S?bado, 09 de febrero de 2013

Los ERE de Andalucía, las ITV de Cataluña, la trama Gùrtel, el caso Nóos, .....  Estos con los más conocidos, y quizá más escandalosos casos de corrupción descubiertos últimamente en nuestra clase política. Pero desgraciadamente no son los únicos. Por eso existe una decepción generalizada en la ciudadanía hacia la política y los políticos. 

Cuando en 1978 votábamos la Constitución, lo hacíamos para establecer un sistema democrático avanzado, donde los políticos se ponían al servicio general del pueblo, donde la justicia se escribiera con mayúsculas, donde la igualdad de todos los ciudadanos estuviera garantizada. 

Sin embargo con el paso de los años el sistema ha devenido en una dictadura de los partidos, donde se prima la mediocridad militante y obediente sobre la inteligencia y los principios. Tal parece que nos hemos olvidado de Montesquieu.

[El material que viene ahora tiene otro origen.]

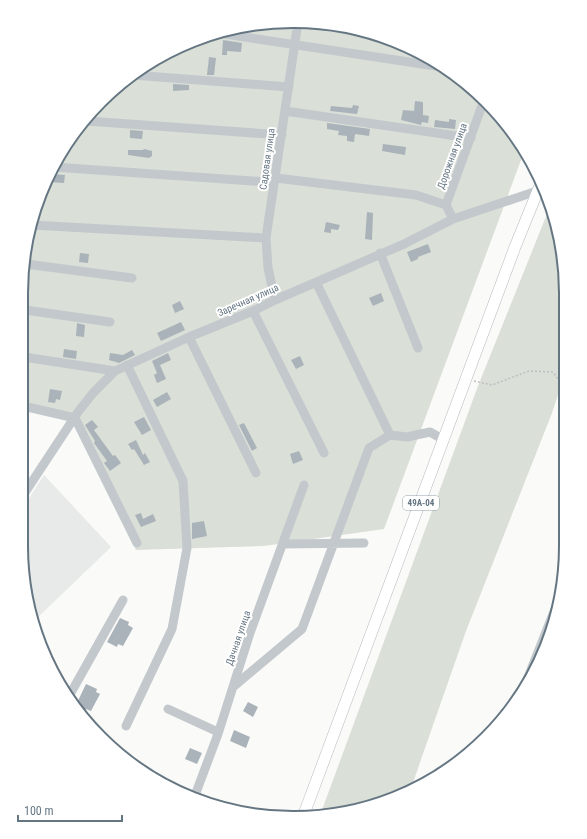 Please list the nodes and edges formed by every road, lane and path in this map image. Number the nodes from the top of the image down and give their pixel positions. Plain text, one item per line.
1 (297, 28) edge
2 (233, 35) edge
3 (295, 44) junction
4 (427, 65) edge
5 (142, 76) edge
6 (289, 87) junction
7 (482, 107) edge
8 (286, 111) junction
9 (91, 121) edge
10 (282, 135) junction
11 (471, 138) junction
12 (60, 167) edge
13 (276, 178) junction
14 (538, 189) edge
15 (539, 191) edge
16 (446, 205) junction
17 (453, 220) junction
18 (37, 225) edge
19 (266, 238) junction
20 (380, 253) junction
21 (30, 264) edge
22 (132, 278) dead end
23 (316, 282) junction
24 (275, 300) junction
25 (28, 310) edge
26 (253, 311) junction
27 (110, 322) dead end
28 (189, 337) junction
29 (418, 348) dead end
30 (28, 359) edge
31 (127, 365) junction
32 (115, 371) junction
33 (466, 379) junction
34 (559, 381) edge
35 (28, 407) edge
36 (75, 418) junction
37 (390, 435) junction
38 (444, 440) junction
39 (324, 453) dead end
40 (256, 473) dead end
41 (304, 485) dead end
42 (28, 488) edge
43 (137, 543) dead end
44 (334, 543) junction
45 (364, 543) dead end
46 (283, 544) junction
47 (123, 600) dead end
48 (233, 687) junction
49 (72, 691) edge
50 (168, 709) dead end
51 (126, 726) dead end
52 (218, 732) junction
53 (196, 792) edge
54 (308, 810) edge

1 - 3 street, Садовая улица
2 - 3 street
3 - 4 street
3 - 6 street, Садовая улица
5 - 6 street
6 - 8 street, Садовая улица
7 - 11 street, Дорожная улица
8 - 10 street, Садовая улица
8 - 11 street
9 - 10 street
10 - 13 street, Садовая улица
11 - 16 street, Дорожная улица
12 - 13 street
13 - 16 street
13 - 19 street, Садовая улица
14 - 17 street, Заречная улица
15 - 33 main road, 49А-04
16 - 17 street, Дорожная улица
17 - 20 street, Заречная улица
18 - 19 street
19 - 24 street, Садовая улица
20 - 23 street, Заречная улица
20 - 29 street
21 - 22 street
23 - 24 street, Заречная улица
23 - 37 street
24 - 26 street, Заречная улица
25 - 27 street
26 - 28 street, Заречная улица
26 - 39 street
28 - 31 street, Заречная улица
28 - 40 street
30 - 32 street
31 - 32 street, Заречная улица
31 - 51 street
32 - 36 street, Заречная улица
33 - 34 path
33 - 38 main road, 49А-04
35 - 36 street
36 - 42 street, Заречная улица
36 - 43 street
37 - 38 street
37 - 44 street
38 - 54 main road, 49А-04
41 - 46 street, Дачная улица
44 - 45 street
44 - 46 street
44 - 48 street
46 - 48 street, Дачная улица
47 - 49 street
48 - 52 street, Дачная улица
50 - 52 street
52 - 53 street, Дачная улица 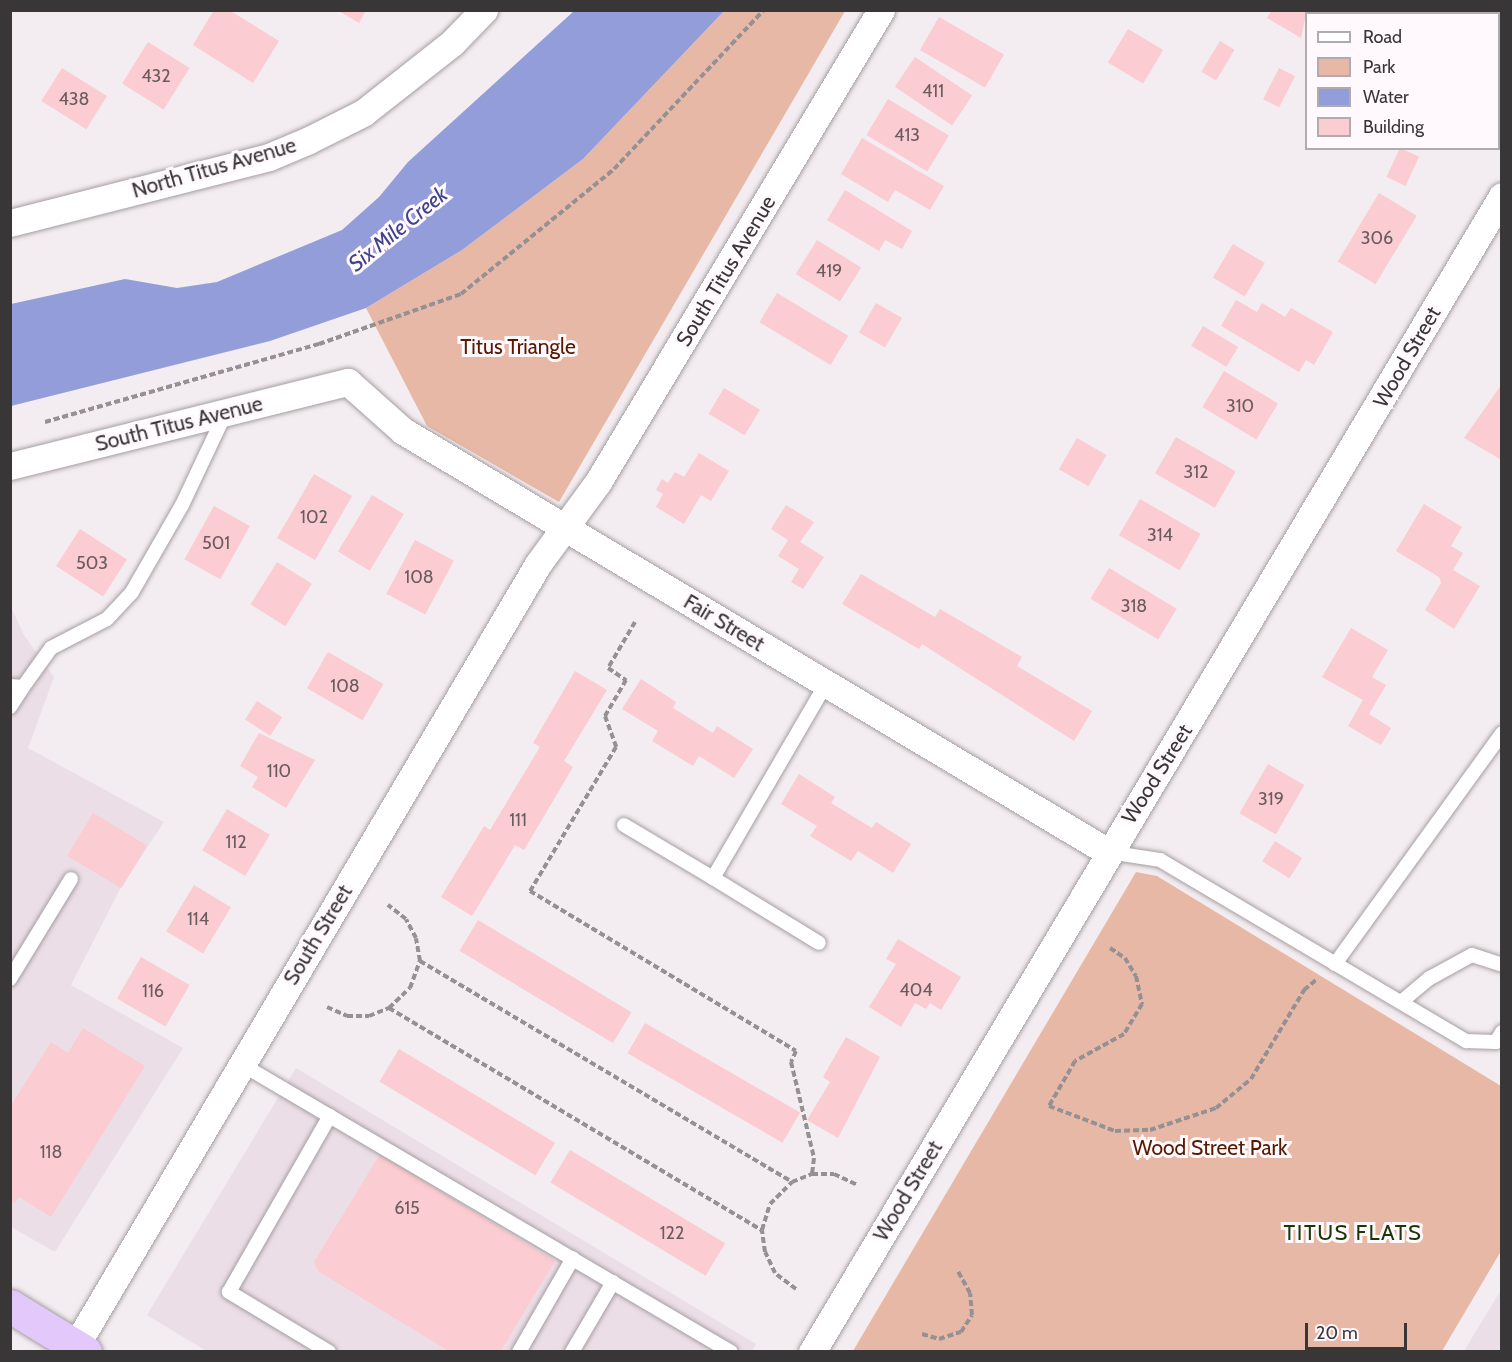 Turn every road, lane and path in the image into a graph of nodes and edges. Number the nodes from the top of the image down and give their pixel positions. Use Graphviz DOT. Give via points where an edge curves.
graph roads {
  1 [pos="484,10"];
  2 [pos="764,10"];
  3 [pos="881,10"];
  4 [pos="1502,196"];
  5 [pos="10,224"];
  6 [pos="348,382"];
  7 [pos="226,412"];
  8 [pos="33,426"];
  9 [pos="10,466"];
  10 [pos="566,529"];
  11 [pos="635,622"];
  12 [pos="826,684"];
  13 [pos="17,686"];
  14 [pos="10,707"];
  15 [pos="1502,733"];
  16 [pos="624,825"];
  17 [pos="1108,852"];
  18 [pos="713,878"];
  19 [pos="71,879"];
  20 [pos="388,904"];
  21 [pos="819,943"];
  22 [pos="1110,948"];
  23 [pos="420,961"];
  24 [pos="1335,964"];
  25 [pos="1502,965"];
  26 [pos="10,980"];
  27 [pos="1401,1002"];
  28 [pos="327,1007"];
  29 [pos="389,1008"];
  30 [pos="1500,1040"];
  31 [pos="241,1064"];
  32 [pos="330,1116"];
  33 [pos="812,1174"];
  34 [pos="792,1182"];
  35 [pos="858,1185"];
  36 [pos="762,1230"];
  37 [pos="573,1258"];
  38 [pos="958,1271"];
  39 [pos="613,1282"];
  40 [pos="796,1289"];
  41 [pos="10,1306"];
  42 [pos="921,1334"];
  43 [pos="74,1350"];
  44 [pos="329,1352"];
  45 [pos="519,1352"];
  46 [pos="572,1352"];
  47 [pos="731,1352"];
  48 [pos="812,1352"];
  1 -- 5 [label="street, North Titus Avenue" via="452,43 371,106 309,140 269,157"];
  2 -- 8 [label="path" via="614,169 461,294 319,344"];
  3 -- 10 [label="street, South Titus Avenue"];
  4 -- 17 [label="street, Wood Street"];
  6 -- 7 [label="street, South Titus Avenue"];
  6 -- 10 [label="street, Fair Street" via="403,432"];
  7 -- 9 [label="street, South Titus Avenue"];
  7 -- 13 [label="lane" via="182,505 132,592 107,619 51,648"];
  10 -- 12 [label="street, Fair Street"];
  10 -- 31 [label="street, South Street" via="538,564"];
  11 -- 33 [label="path" via="608,668 626,680 605,716 616,747 530,891 796,1051 791,1062 814,1158"];
  12 -- 17 [label="street, Fair Street"];
  12 -- 18 [label="lane"];
  13 -- 14 [label="lane"];
  15 -- 24 [label="lane"];
  16 -- 18 [label="lane"];
  17 -- 24 [label="lane" via="1160,860"];
  17 -- 48 [label="street, Wood Street"];
  18 -- 21 [label="lane"];
  19 -- 26 [label="lane"];
  20 -- 23 [label="path" via="406,920 416,938"];
  22 -- 24 [label="path" via="1125,958 1136,976 1142,1004 1124,1034 1075,1062 1049,1106 1115,1131 1150,1130 1216,1108 1251,1078 1304,990"];
  23 -- 29 [label="path" via="410,988"];
  23 -- 34 [label="path"];
  24 -- 27 [label="lane"];
  25 -- 27 [label="lane" via="1472,955 1430,978"];
  27 -- 30 [label="lane" via="1466,1041"];
  28 -- 29 [label="path" via="347,1016"];
  29 -- 36 [label="path"];
  31 -- 32 [label="lane"];
  31 -- 43 [label="street, South Street"];
  32 -- 37 [label="lane"];
  32 -- 44 [label="lane" via="229,1292"];
  33 -- 34 [label="path"];
  33 -- 35 [label="path" via="834,1174"];
  34 -- 36 [label="path" via="770,1204"];
  36 -- 40 [label="path" via="765,1252 775,1273"];
  37 -- 39 [label="lane"];
  37 -- 45 [label="lane"];
  38 -- 42 [label="path" via="970,1293 972,1315 962,1332 939,1339"];
  39 -- 46 [label="lane"];
  39 -- 47 [label="lane"];
  41 -- 43 [label="highway"];
}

El gobierno, a través de su mayoría parlamentaria, controla el legislativo y a través del legislativo, el poder judicial. Y la partitocracia, la indecencia, el pelotazo, el todo vale, el fraude, el dinero negro y el egoísmo han levantado bandera. Solo nos faltaba la sinrazón de los nacionalismos. 

Se me dirá, con toda razón, que no todos los políticos son corruptos. Naturalmente. Ni todos los curas abusan de menores, ni todos los gitanos cantan y bailan, ni todos los homosexuales son sarasas, ni todo el maíz es transgénico. Pero me produce vergüenza ajena ver como todos los partidos, sin excepción, claman cuando afecta a las siglas del oponente y tratan por todos los medios de echar tierra al asunto cuando es propio. 

Urge una regeneración total en la política española. O esto estalla. Al tiempo.